_What is being asked_
Every record gets copied exactly, and no picture goes with it.
START Data shown
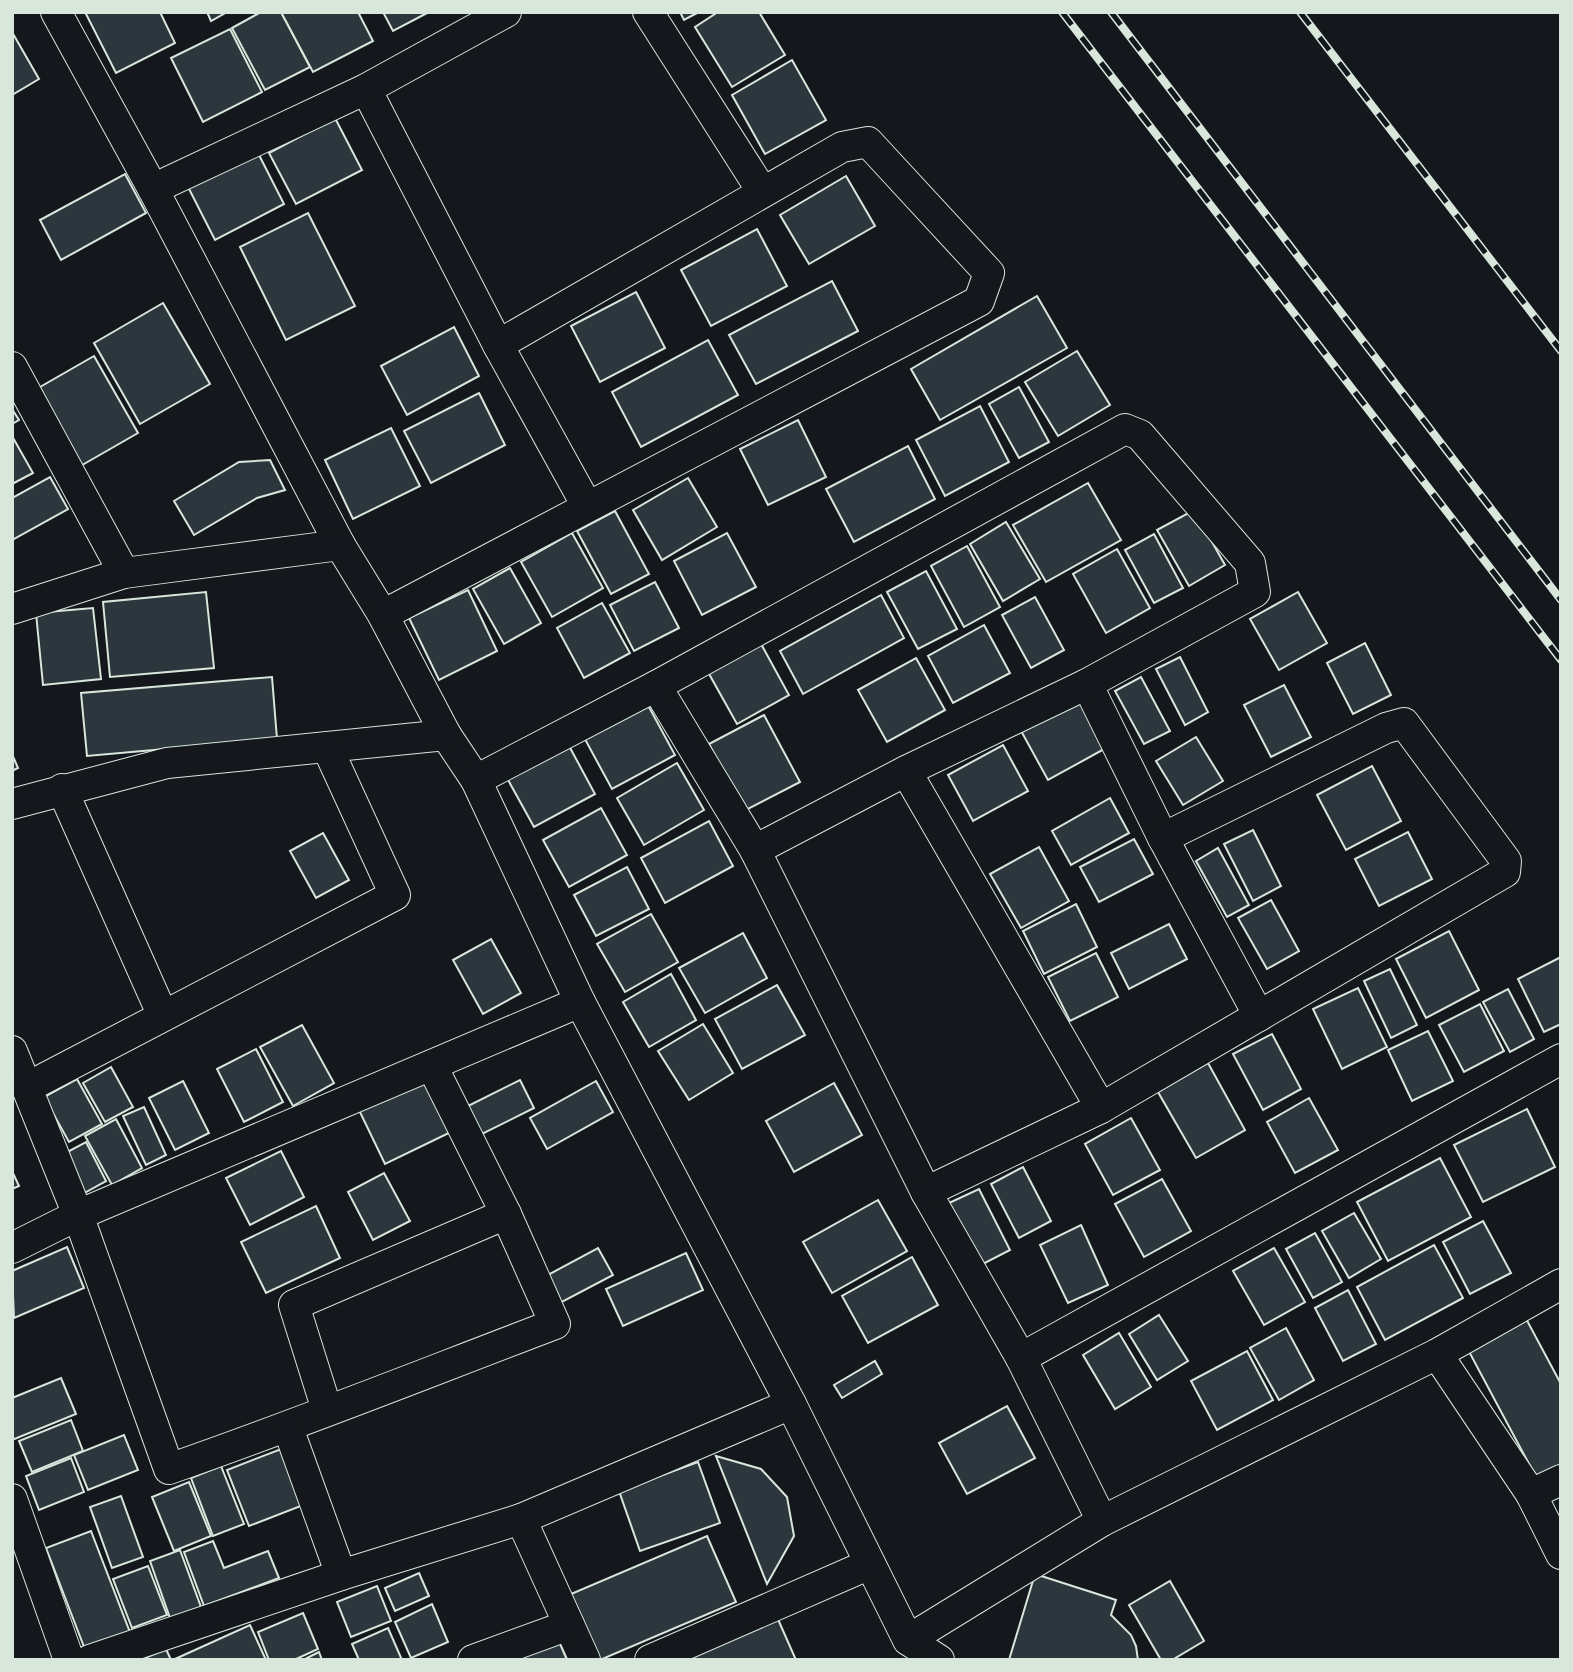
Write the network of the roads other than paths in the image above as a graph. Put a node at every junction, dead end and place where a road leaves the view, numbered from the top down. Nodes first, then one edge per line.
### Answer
1 (56, 12) edge
2 (506, 12) edge
3 (648, 12) edge
4 (366, 89) junction
5 (153, 189) junction
6 (762, 191) junction
7 (498, 345) junction
8 (12, 368) edge
9 (587, 506) junction
10 (340, 545) junction
11 (124, 573) junction
12 (12, 609) edge
13 (383, 615) junction
14 (1087, 684) junction
15 (656, 686) junction
16 (446, 735) junction
17 (327, 747) junction
18 (906, 771) junction
19 (475, 780) junction
20 (62, 789) junction
21 (12, 804) edge
22 (1163, 838) junction
23 (755, 850) junction
24 (580, 1002) junction
25 (163, 1016) junction
26 (1259, 1016) junction
27 (12, 1051) edge
28 (1561, 1059) edge
29 (432, 1066) junction
30 (27, 1087) junction
31 (1101, 1108) junction
32 (926, 1192) junction
33 (506, 1214) junction
34 (78, 1215) junction
35 (12, 1248) edge
36 (1561, 1284) edge
37 (1437, 1354) junction
38 (1021, 1358) junction
39 (791, 1404) junction
40 (327, 1410) junction
41 (288, 1428) junction
42 (1561, 1480) edge
43 (1531, 1494) junction
44 (12, 1499) edge
45 (521, 1519) junction
46 (1102, 1521) junction
47 (1561, 1553) edge
48 (870, 1564) junction
49 (341, 1575) junction
50 (569, 1625) junction
51 (908, 1640) junction
52 (69, 1660) edge
53 (90, 1660) edge
54 (473, 1660) edge
55 (585, 1660) edge
56 (650, 1660) edge
57 (939, 1660) edge

1 - 5 street
2 - 4 street
3 - 6 street
4 - 5 street
4 - 7 street
5 - 10 street
6 - 7 street
6 - 9 street
7 - 9 street
8 - 11 street
9 - 13 street
10 - 11 street
10 - 13 street
11 - 12 street
13 - 16 street
14 - 15 street
14 - 18 street
14 - 22 street
15 - 19 street
15 - 23 street
16 - 17 street
16 - 19 street
17 - 20 street
17 - 25 street
18 - 23 street
18 - 31 street
19 - 24 street
20 - 21 street
20 - 25 street
22 - 26 street
22 - 26 street
23 - 32 street
24 - 29 street
24 - 39 street
25 - 30 street
26 - 31 street
27 - 30 street
28 - 38 street
29 - 33 street
29 - 34 street
30 - 34 street
31 - 32 street
32 - 38 street
33 - 40 street
33 - 40 street
34 - 35 street
34 - 41 street
36 - 37 street
37 - 43 street
37 - 46 street
38 - 46 street
39 - 45 street
39 - 48 street
40 - 41 street
41 - 49 street
42 - 43 street
43 - 47 street
44 - 52 street
45 - 49 street
45 - 50 street
46 - 51 street
48 - 51 street
48 - 56 street
49 - 53 street
50 - 54 street
50 - 55 street
51 - 57 street

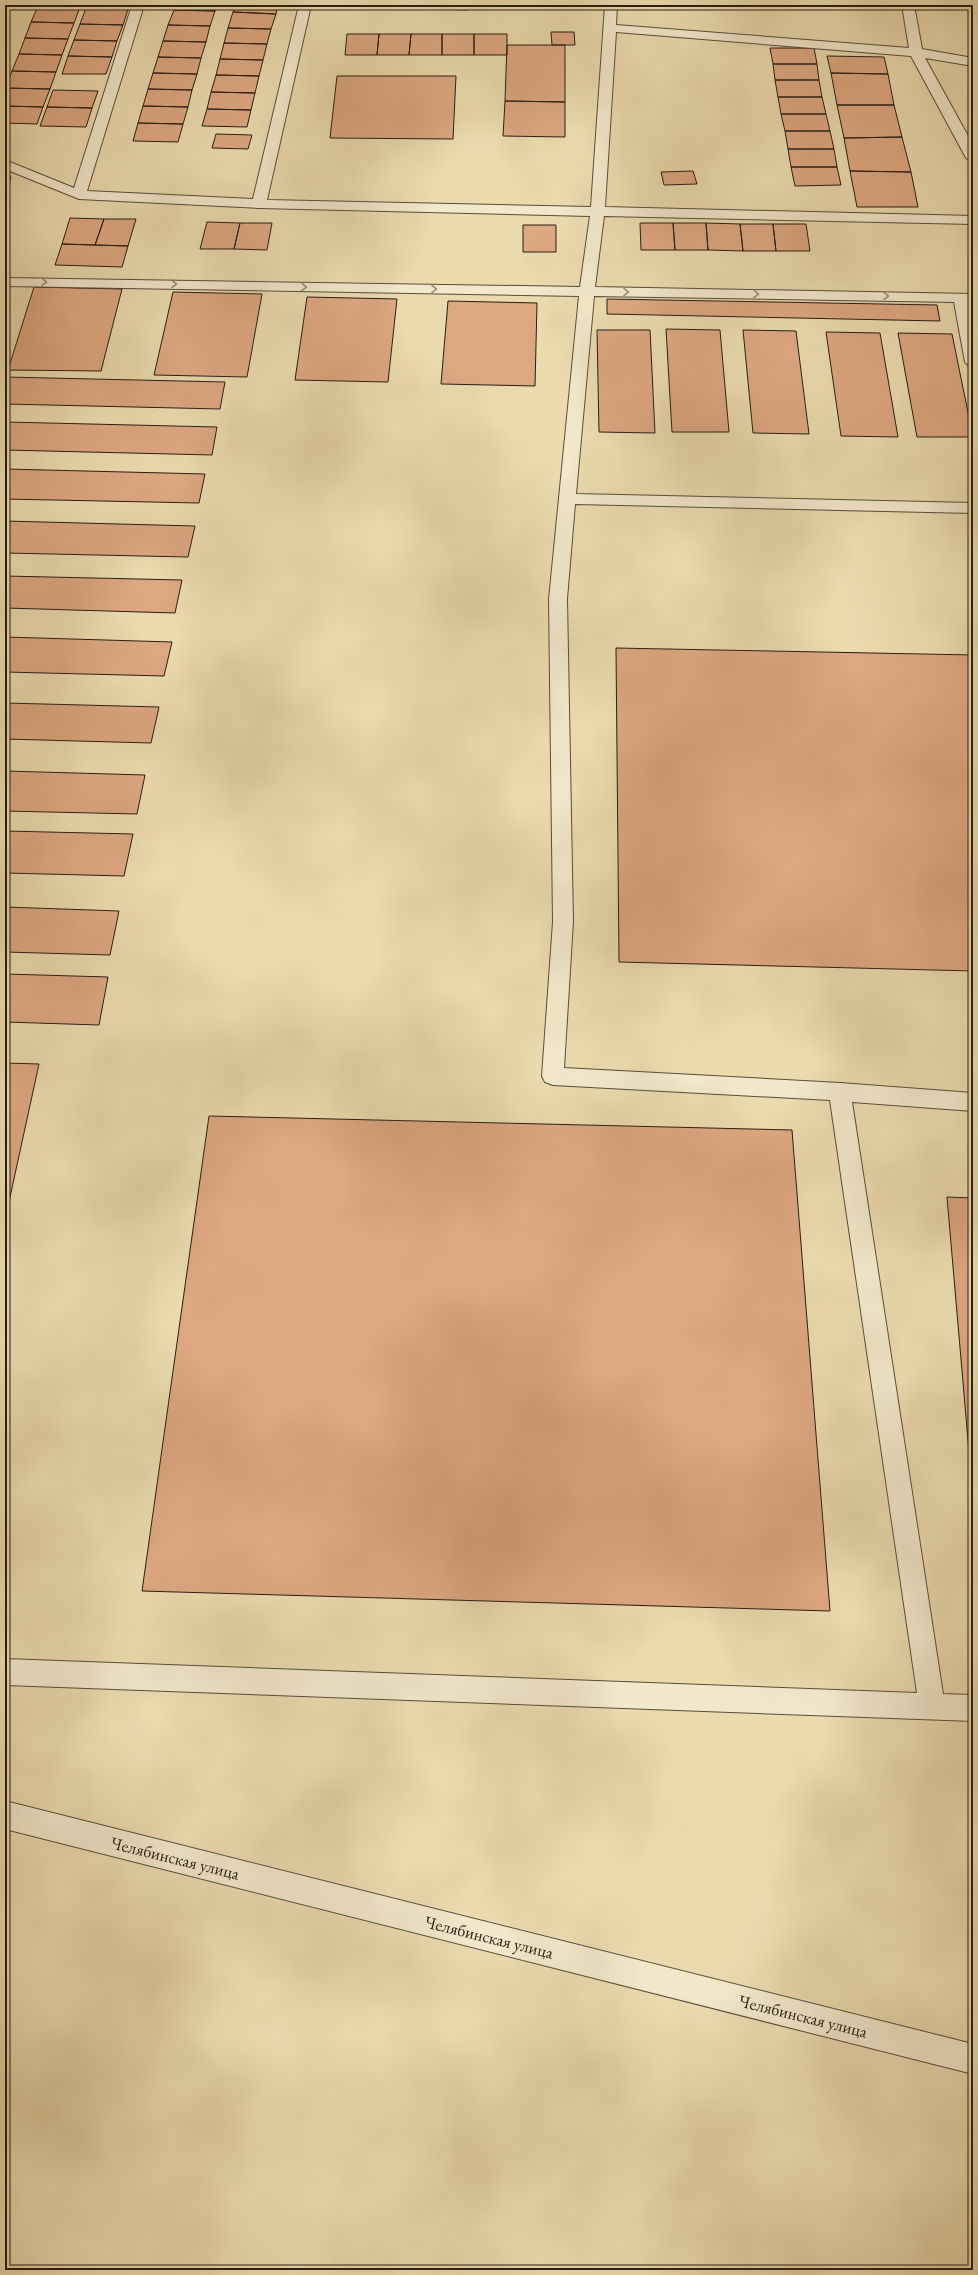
END Data shown
_Answer space_
Write the network of the roads other than paths in the image above as a graph. Put a node at every junction, dead end and place where a road leaves the view, numbered from the top down. Nodes first, then one edge per line.
### Answer
1 (56, 12) edge
2 (506, 12) edge
3 (648, 12) edge
4 (366, 89) junction
5 (153, 189) junction
6 (762, 191) junction
7 (498, 345) junction
8 (12, 368) edge
9 (587, 506) junction
10 (340, 545) junction
11 (124, 573) junction
12 (12, 609) edge
13 (383, 615) junction
14 (1087, 684) junction
15 (656, 686) junction
16 (446, 735) junction
17 (327, 747) junction
18 (906, 771) junction
19 (475, 780) junction
20 (62, 789) junction
21 (12, 804) edge
22 (1163, 838) junction
23 (755, 850) junction
24 (580, 1002) junction
25 (163, 1016) junction
26 (1259, 1016) junction
27 (12, 1051) edge
28 (1561, 1059) edge
29 (432, 1066) junction
30 (27, 1087) junction
31 (1101, 1108) junction
32 (926, 1192) junction
33 (506, 1214) junction
34 (78, 1215) junction
35 (12, 1248) edge
36 (1561, 1284) edge
37 (1437, 1354) junction
38 (1021, 1358) junction
39 (791, 1404) junction
40 (327, 1410) junction
41 (288, 1428) junction
42 (1561, 1480) edge
43 (1531, 1494) junction
44 (12, 1499) edge
45 (521, 1519) junction
46 (1102, 1521) junction
47 (1561, 1553) edge
48 (870, 1564) junction
49 (341, 1575) junction
50 (569, 1625) junction
51 (908, 1640) junction
52 (69, 1660) edge
53 (90, 1660) edge
54 (473, 1660) edge
55 (585, 1660) edge
56 (650, 1660) edge
57 (939, 1660) edge

1 - 5 street
2 - 4 street
3 - 6 street
4 - 5 street
4 - 7 street
5 - 10 street
6 - 7 street
6 - 9 street
7 - 9 street
8 - 11 street
9 - 13 street
10 - 11 street
10 - 13 street
11 - 12 street
13 - 16 street
14 - 15 street
14 - 18 street
14 - 22 street
15 - 19 street
15 - 23 street
16 - 17 street
16 - 19 street
17 - 20 street
17 - 25 street
18 - 23 street
18 - 31 street
19 - 24 street
20 - 21 street
20 - 25 street
22 - 26 street
22 - 26 street
23 - 32 street
24 - 29 street
24 - 39 street
25 - 30 street
26 - 31 street
27 - 30 street
28 - 38 street
29 - 33 street
29 - 34 street
30 - 34 street
31 - 32 street
32 - 38 street
33 - 40 street
33 - 40 street
34 - 35 street
34 - 41 street
36 - 37 street
37 - 43 street
37 - 46 street
38 - 46 street
39 - 45 street
39 - 48 street
40 - 41 street
41 - 49 street
42 - 43 street
43 - 47 street
44 - 52 street
45 - 49 street
45 - 50 street
46 - 51 street
48 - 51 street
48 - 56 street
49 - 53 street
50 - 54 street
50 - 55 street
51 - 57 street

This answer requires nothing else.